Input data Start Marker

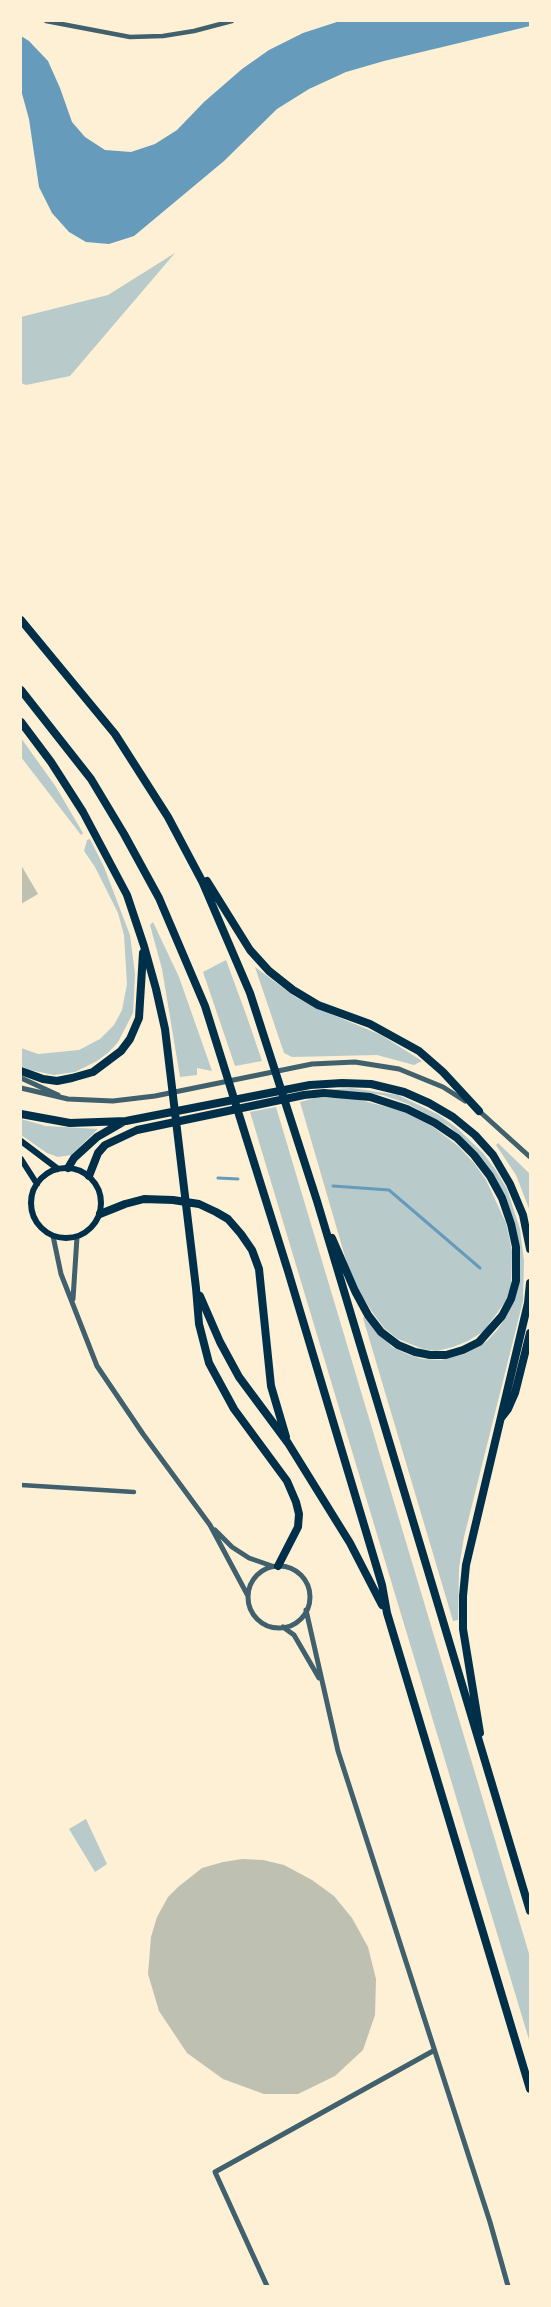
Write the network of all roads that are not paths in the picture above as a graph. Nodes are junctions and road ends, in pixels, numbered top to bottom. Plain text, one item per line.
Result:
1 (46, 21) edge
2 (232, 21) edge
3 (21, 620) edge
4 (21, 690) edge
5 (21, 722) edge
6 (179, 836) junction
7 (144, 946) junction
8 (21, 1071) edge
9 (21, 1078) edge
10 (21, 1088) edge
11 (68, 1099) junction
12 (479, 1110) junction
13 (21, 1114) edge
14 (126, 1121) junction
15 (21, 1141) edge
16 (530, 1157) edge
17 (21, 1159) edge
18 (68, 1168) junction
19 (58, 1169) junction
20 (89, 1176) junction
21 (37, 1184) junction
22 (317, 1201) junction
23 (100, 1214) junction
24 (53, 1236) junction
25 (77, 1237) junction
26 (530, 1250) edge
27 (530, 1283) edge
28 (196, 1288) junction
29 (73, 1300) junction
30 (530, 1333) edge
31 (499, 1421) junction
32 (288, 1443) junction
33 (21, 1485) edge
34 (134, 1492) dead end
35 (210, 1525) junction
36 (276, 1567) junction
37 (248, 1596) junction
38 (306, 1610) junction
39 (387, 1613) junction
40 (283, 1627) junction
41 (322, 1685) junction
42 (486, 1769) junction
43 (530, 1911) edge
44 (433, 2051) junction
45 (530, 2089) edge
46 (267, 2286) edge
47 (508, 2286) edge

1 - 2 street
3 - 6 highway
4 - 39 highway
5 - 7 highway
6 - 12 highway
6 - 22 highway
7 - 8 highway
7 - 28 highway
9 - 11 street
10 - 11 street
11 - 12 street
12 - 16 street
13 - 14 highway
14 - 18 highway
14 - 26 highway
15 - 19 main road
17 - 21 main road
18 - 19 main road
18 - 20 main road
19 - 21 main road
20 - 22 highway
20 - 23 main road
21 - 24 main road
22 - 42 highway
23 - 25 main road
23 - 32 highway
24 - 25 main road
24 - 29 street
25 - 29 street
27 - 31 highway
28 - 32 highway
28 - 36 highway
29 - 35 street
30 - 31 highway
31 - 42 highway
32 - 39 highway
33 - 34 street
35 - 36 street
35 - 37 street
36 - 37 street
36 - 38 street
37 - 40 street
38 - 40 street
38 - 41 street
39 - 45 highway
40 - 41 street
41 - 44 street
42 - 43 highway
44 - 46 street
44 - 47 street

Input data End Marker

### Exercise details
The records must come back exactly, with their pictures removed.

### Completed exercise
Write the network of all roads that are not paths in the picture above as a graph. Nodes are junctions and road ends, in pixels, numbered top to bottom. Plain text, one item per line.
Result:
1 (46, 21) edge
2 (232, 21) edge
3 (21, 620) edge
4 (21, 690) edge
5 (21, 722) edge
6 (179, 836) junction
7 (144, 946) junction
8 (21, 1071) edge
9 (21, 1078) edge
10 (21, 1088) edge
11 (68, 1099) junction
12 (479, 1110) junction
13 (21, 1114) edge
14 (126, 1121) junction
15 (21, 1141) edge
16 (530, 1157) edge
17 (21, 1159) edge
18 (68, 1168) junction
19 (58, 1169) junction
20 (89, 1176) junction
21 (37, 1184) junction
22 (317, 1201) junction
23 (100, 1214) junction
24 (53, 1236) junction
25 (77, 1237) junction
26 (530, 1250) edge
27 (530, 1283) edge
28 (196, 1288) junction
29 (73, 1300) junction
30 (530, 1333) edge
31 (499, 1421) junction
32 (288, 1443) junction
33 (21, 1485) edge
34 (134, 1492) dead end
35 (210, 1525) junction
36 (276, 1567) junction
37 (248, 1596) junction
38 (306, 1610) junction
39 (387, 1613) junction
40 (283, 1627) junction
41 (322, 1685) junction
42 (486, 1769) junction
43 (530, 1911) edge
44 (433, 2051) junction
45 (530, 2089) edge
46 (267, 2286) edge
47 (508, 2286) edge

1 - 2 street
3 - 6 highway
4 - 39 highway
5 - 7 highway
6 - 12 highway
6 - 22 highway
7 - 8 highway
7 - 28 highway
9 - 11 street
10 - 11 street
11 - 12 street
12 - 16 street
13 - 14 highway
14 - 18 highway
14 - 26 highway
15 - 19 main road
17 - 21 main road
18 - 19 main road
18 - 20 main road
19 - 21 main road
20 - 22 highway
20 - 23 main road
21 - 24 main road
22 - 42 highway
23 - 25 main road
23 - 32 highway
24 - 25 main road
24 - 29 street
25 - 29 street
27 - 31 highway
28 - 32 highway
28 - 36 highway
29 - 35 street
30 - 31 highway
31 - 42 highway
32 - 39 highway
33 - 34 street
35 - 36 street
35 - 37 street
36 - 37 street
36 - 38 street
37 - 40 street
38 - 40 street
38 - 41 street
39 - 45 highway
40 - 41 street
41 - 44 street
42 - 43 highway
44 - 46 street
44 - 47 street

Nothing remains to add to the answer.